Cardeal Müller critica “catolicismo woke” na Alemanha e defende retorno à evangelização
O cardeal sustenta que o contínuo declínio na prática religiosa, nas vocações sacerdotais e na participação dos fiéis demonstra que as adaptações promovidas nas últimas décadas não trouxeram a renovação esperada.

Foto: Gerhard Cardinal Müller/ Facebook
Redação (26/07/2026 16:18, Gaudium Press) Em entrevista exclusiva ao The Catholic Herald, o Cardeal Gerhard Ludwig Müller, ex-prefeito da Congregação para a Doutrina da Fé, fez uma ampla análise dos primeiros meses do pontificado de Leão XIV, elogiando a retomada dos consistórios regulares e reiterando fortes reservas em relação ao chamado Caminho Sinodal alemão. Suas declarações oferecem um retrato do debate que continua a marcar a vida da Igreja na Europa.
Para o cardeal, a decisão de Leão XIV de reunir periodicamente o Colégio Cardinalício representa a recuperação de uma prática essencial para a comunhão e o governo da Igreja. Durante o pontificado de Francisco, a realização pouco frequente desses encontros fez com que muitos cardeais chegassem ao conclave de 2025 sem sequer se conhecerem pessoalmente, situação que evidenciou a necessidade de maior convivência e diálogo entre os colaboradores mais próximos do Papa.
Segundo Müller, os consistórios não devem ser vistos apenas como reuniões administrativas, mas como uma oportunidade para que cardeais de diferentes continentes compartilhem as realidades de suas Igrejas locais e auxiliem o Santo Padre no discernimento dos grandes desafios pastorais. Em sua avaliação, fortalecer a colegialidade não significa enfraquecer a autoridade do Papa, mas exercê-la de forma mais ampla e participativa.
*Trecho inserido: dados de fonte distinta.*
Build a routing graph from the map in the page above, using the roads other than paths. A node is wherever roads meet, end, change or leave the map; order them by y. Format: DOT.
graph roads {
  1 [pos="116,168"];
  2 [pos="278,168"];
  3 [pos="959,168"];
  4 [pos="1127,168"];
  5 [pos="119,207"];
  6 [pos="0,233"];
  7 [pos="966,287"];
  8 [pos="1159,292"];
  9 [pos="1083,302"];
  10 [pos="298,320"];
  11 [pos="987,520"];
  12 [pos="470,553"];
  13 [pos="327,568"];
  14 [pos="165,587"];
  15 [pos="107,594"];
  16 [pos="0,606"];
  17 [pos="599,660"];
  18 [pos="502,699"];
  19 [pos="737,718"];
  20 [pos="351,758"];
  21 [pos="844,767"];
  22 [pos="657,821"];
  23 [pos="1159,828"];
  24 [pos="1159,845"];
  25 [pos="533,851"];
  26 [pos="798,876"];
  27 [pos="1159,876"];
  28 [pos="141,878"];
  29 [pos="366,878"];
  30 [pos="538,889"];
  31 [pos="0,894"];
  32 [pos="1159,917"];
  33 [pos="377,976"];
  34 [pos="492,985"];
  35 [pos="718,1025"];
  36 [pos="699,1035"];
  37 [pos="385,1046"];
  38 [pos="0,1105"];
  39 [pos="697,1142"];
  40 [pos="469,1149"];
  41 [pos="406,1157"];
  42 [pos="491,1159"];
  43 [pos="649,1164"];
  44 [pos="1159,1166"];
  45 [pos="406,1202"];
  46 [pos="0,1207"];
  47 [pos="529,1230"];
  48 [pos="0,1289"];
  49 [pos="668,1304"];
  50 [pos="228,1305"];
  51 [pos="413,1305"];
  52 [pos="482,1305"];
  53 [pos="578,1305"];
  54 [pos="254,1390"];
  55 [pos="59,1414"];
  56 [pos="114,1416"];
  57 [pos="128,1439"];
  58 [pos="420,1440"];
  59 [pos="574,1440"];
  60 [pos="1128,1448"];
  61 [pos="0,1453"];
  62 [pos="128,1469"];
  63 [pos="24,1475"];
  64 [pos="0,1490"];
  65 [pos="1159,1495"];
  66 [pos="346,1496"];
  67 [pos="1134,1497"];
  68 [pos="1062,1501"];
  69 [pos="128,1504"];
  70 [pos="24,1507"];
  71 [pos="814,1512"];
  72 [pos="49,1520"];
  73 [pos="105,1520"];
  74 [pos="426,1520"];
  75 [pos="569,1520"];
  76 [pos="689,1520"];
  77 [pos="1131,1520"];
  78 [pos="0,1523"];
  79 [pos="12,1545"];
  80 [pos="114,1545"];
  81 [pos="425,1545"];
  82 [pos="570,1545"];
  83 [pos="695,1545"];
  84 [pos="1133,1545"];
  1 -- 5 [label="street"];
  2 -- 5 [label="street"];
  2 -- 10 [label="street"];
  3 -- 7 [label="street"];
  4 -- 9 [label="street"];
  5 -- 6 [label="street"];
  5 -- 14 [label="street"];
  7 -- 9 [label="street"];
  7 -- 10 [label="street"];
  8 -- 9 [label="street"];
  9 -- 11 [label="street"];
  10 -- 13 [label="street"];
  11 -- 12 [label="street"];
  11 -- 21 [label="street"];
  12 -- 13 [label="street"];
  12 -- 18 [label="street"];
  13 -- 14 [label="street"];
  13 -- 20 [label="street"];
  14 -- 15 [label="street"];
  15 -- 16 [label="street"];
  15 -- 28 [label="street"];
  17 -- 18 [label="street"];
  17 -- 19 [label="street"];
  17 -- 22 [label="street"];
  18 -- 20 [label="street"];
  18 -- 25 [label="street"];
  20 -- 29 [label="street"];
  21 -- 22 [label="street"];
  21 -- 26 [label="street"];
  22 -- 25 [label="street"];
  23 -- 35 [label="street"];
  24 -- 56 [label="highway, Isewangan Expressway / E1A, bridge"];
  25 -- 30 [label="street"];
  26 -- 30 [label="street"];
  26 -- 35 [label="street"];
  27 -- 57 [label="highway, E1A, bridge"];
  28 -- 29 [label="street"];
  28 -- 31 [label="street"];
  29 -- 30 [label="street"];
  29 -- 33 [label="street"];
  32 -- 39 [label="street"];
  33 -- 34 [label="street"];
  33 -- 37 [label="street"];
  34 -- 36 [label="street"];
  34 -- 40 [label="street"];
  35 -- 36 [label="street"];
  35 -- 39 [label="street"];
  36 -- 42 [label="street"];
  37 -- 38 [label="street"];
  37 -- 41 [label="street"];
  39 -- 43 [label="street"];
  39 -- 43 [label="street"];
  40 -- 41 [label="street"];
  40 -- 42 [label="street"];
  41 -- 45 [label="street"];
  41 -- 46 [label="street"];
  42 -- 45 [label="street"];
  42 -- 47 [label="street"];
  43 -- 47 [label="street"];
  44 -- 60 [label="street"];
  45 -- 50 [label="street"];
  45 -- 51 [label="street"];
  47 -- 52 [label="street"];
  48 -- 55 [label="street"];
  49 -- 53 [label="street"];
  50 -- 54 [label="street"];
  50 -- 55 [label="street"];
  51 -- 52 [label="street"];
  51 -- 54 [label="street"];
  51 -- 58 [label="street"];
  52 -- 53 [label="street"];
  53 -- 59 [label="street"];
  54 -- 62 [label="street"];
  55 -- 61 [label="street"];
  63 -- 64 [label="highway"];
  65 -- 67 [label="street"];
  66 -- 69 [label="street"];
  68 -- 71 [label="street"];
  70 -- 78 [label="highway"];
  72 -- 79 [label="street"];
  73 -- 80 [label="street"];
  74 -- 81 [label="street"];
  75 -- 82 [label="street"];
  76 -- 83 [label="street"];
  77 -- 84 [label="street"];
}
Ao comentar a situação da Igreja na Alemanha, entretanto, o tom tornou-se bastante mais crítico. Müller voltou a afirmar que parte da liderança eclesiástica alemã estaria excessivamente influenciada pelas correntes culturais contemporâneas. Em sua opinião, algumas propostas do Caminho Sinodal procuram adaptar a doutrina às exigências da sociedade moderna, quando a missão da Igreja deveria ser justamente anunciar o Evangelho em sua integridade.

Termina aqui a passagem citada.